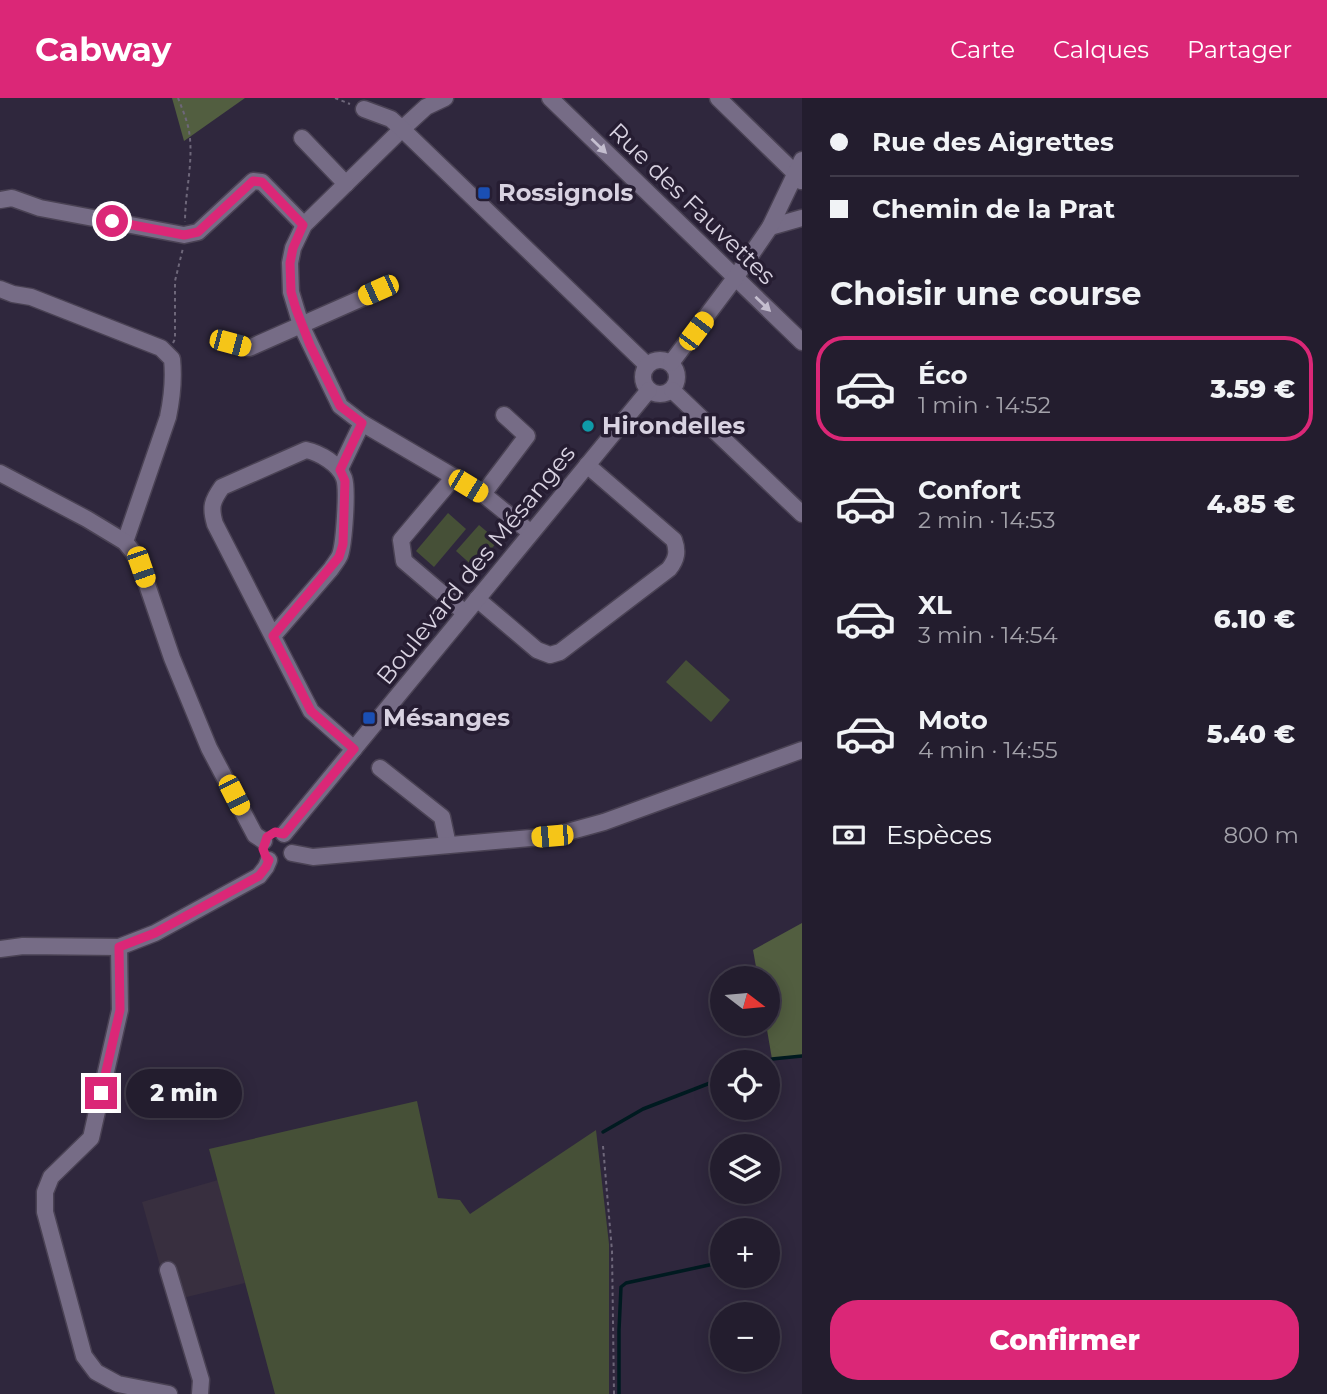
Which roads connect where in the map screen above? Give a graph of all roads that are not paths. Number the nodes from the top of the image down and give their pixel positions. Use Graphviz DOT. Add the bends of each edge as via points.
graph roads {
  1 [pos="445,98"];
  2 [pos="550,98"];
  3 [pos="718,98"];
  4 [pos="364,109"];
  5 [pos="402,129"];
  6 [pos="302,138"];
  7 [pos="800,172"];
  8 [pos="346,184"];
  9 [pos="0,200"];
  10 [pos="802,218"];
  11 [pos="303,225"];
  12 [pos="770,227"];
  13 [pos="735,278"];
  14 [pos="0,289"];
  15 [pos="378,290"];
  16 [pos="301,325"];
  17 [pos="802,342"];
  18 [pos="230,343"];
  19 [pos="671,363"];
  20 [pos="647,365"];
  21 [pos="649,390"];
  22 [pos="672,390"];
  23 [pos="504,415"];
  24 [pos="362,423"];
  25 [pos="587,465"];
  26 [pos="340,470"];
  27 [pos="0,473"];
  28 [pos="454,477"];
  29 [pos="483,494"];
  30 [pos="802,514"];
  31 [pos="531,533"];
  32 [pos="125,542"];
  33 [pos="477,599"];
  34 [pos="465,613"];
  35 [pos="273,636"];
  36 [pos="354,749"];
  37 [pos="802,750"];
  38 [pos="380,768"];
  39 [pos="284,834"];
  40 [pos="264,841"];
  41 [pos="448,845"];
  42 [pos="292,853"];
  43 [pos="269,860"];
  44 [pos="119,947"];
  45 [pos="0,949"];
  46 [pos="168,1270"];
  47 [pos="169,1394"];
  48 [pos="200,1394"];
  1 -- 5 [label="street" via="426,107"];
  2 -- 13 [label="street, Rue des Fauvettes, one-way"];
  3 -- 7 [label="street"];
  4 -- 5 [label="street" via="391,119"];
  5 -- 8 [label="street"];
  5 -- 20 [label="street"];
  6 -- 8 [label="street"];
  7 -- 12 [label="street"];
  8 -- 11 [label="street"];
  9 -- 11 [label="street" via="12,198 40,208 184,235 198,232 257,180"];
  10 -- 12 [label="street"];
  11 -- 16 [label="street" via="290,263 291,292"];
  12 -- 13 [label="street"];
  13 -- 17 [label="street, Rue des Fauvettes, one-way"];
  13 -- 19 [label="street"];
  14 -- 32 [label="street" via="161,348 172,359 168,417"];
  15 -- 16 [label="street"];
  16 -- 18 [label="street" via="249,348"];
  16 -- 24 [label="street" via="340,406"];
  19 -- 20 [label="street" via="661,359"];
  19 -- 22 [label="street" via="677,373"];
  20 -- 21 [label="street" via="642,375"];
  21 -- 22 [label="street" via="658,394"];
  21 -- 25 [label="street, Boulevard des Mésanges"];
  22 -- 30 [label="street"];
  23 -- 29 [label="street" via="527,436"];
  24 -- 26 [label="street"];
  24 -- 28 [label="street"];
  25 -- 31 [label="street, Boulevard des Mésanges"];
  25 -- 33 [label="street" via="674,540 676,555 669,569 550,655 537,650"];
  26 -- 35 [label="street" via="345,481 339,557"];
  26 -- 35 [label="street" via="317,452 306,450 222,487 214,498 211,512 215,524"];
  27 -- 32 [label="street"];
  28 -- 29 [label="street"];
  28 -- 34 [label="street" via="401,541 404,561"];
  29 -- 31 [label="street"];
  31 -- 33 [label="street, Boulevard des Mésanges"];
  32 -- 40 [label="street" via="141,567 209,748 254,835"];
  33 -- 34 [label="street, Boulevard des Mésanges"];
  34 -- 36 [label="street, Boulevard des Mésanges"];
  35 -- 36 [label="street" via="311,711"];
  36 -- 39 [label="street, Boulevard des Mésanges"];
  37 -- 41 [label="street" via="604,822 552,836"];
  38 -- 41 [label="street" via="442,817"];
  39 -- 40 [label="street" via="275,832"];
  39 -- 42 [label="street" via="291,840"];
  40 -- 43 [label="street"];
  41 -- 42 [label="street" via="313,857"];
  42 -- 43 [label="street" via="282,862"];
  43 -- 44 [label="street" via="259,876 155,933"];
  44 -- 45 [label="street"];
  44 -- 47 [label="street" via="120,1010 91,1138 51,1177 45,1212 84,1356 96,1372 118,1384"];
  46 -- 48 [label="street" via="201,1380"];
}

■ Work required ■
Without copying any picture, repeat the full listing above word for word.

■ Completed exercise ■
Which roads connect where in the map screen above? Give a graph of all roads that are not paths. Number the nodes from the top of the image down and give their pixel positions. Use Graphviz DOT. Add the bends of each edge as via points.
graph roads {
  1 [pos="445,98"];
  2 [pos="550,98"];
  3 [pos="718,98"];
  4 [pos="364,109"];
  5 [pos="402,129"];
  6 [pos="302,138"];
  7 [pos="800,172"];
  8 [pos="346,184"];
  9 [pos="0,200"];
  10 [pos="802,218"];
  11 [pos="303,225"];
  12 [pos="770,227"];
  13 [pos="735,278"];
  14 [pos="0,289"];
  15 [pos="378,290"];
  16 [pos="301,325"];
  17 [pos="802,342"];
  18 [pos="230,343"];
  19 [pos="671,363"];
  20 [pos="647,365"];
  21 [pos="649,390"];
  22 [pos="672,390"];
  23 [pos="504,415"];
  24 [pos="362,423"];
  25 [pos="587,465"];
  26 [pos="340,470"];
  27 [pos="0,473"];
  28 [pos="454,477"];
  29 [pos="483,494"];
  30 [pos="802,514"];
  31 [pos="531,533"];
  32 [pos="125,542"];
  33 [pos="477,599"];
  34 [pos="465,613"];
  35 [pos="273,636"];
  36 [pos="354,749"];
  37 [pos="802,750"];
  38 [pos="380,768"];
  39 [pos="284,834"];
  40 [pos="264,841"];
  41 [pos="448,845"];
  42 [pos="292,853"];
  43 [pos="269,860"];
  44 [pos="119,947"];
  45 [pos="0,949"];
  46 [pos="168,1270"];
  47 [pos="169,1394"];
  48 [pos="200,1394"];
  1 -- 5 [label="street" via="426,107"];
  2 -- 13 [label="street, Rue des Fauvettes, one-way"];
  3 -- 7 [label="street"];
  4 -- 5 [label="street" via="391,119"];
  5 -- 8 [label="street"];
  5 -- 20 [label="street"];
  6 -- 8 [label="street"];
  7 -- 12 [label="street"];
  8 -- 11 [label="street"];
  9 -- 11 [label="street" via="12,198 40,208 184,235 198,232 257,180"];
  10 -- 12 [label="street"];
  11 -- 16 [label="street" via="290,263 291,292"];
  12 -- 13 [label="street"];
  13 -- 17 [label="street, Rue des Fauvettes, one-way"];
  13 -- 19 [label="street"];
  14 -- 32 [label="street" via="161,348 172,359 168,417"];
  15 -- 16 [label="street"];
  16 -- 18 [label="street" via="249,348"];
  16 -- 24 [label="street" via="340,406"];
  19 -- 20 [label="street" via="661,359"];
  19 -- 22 [label="street" via="677,373"];
  20 -- 21 [label="street" via="642,375"];
  21 -- 22 [label="street" via="658,394"];
  21 -- 25 [label="street, Boulevard des Mésanges"];
  22 -- 30 [label="street"];
  23 -- 29 [label="street" via="527,436"];
  24 -- 26 [label="street"];
  24 -- 28 [label="street"];
  25 -- 31 [label="street, Boulevard des Mésanges"];
  25 -- 33 [label="street" via="674,540 676,555 669,569 550,655 537,650"];
  26 -- 35 [label="street" via="345,481 339,557"];
  26 -- 35 [label="street" via="317,452 306,450 222,487 214,498 211,512 215,524"];
  27 -- 32 [label="street"];
  28 -- 29 [label="street"];
  28 -- 34 [label="street" via="401,541 404,561"];
  29 -- 31 [label="street"];
  31 -- 33 [label="street, Boulevard des Mésanges"];
  32 -- 40 [label="street" via="141,567 209,748 254,835"];
  33 -- 34 [label="street, Boulevard des Mésanges"];
  34 -- 36 [label="street, Boulevard des Mésanges"];
  35 -- 36 [label="street" via="311,711"];
  36 -- 39 [label="street, Boulevard des Mésanges"];
  37 -- 41 [label="street" via="604,822 552,836"];
  38 -- 41 [label="street" via="442,817"];
  39 -- 40 [label="street" via="275,832"];
  39 -- 42 [label="street" via="291,840"];
  40 -- 43 [label="street"];
  41 -- 42 [label="street" via="313,857"];
  42 -- 43 [label="street" via="282,862"];
  43 -- 44 [label="street" via="259,876 155,933"];
  44 -- 45 [label="street"];
  44 -- 47 [label="street" via="120,1010 91,1138 51,1177 45,1212 84,1356 96,1372 118,1384"];
  46 -- 48 [label="street" via="201,1380"];
}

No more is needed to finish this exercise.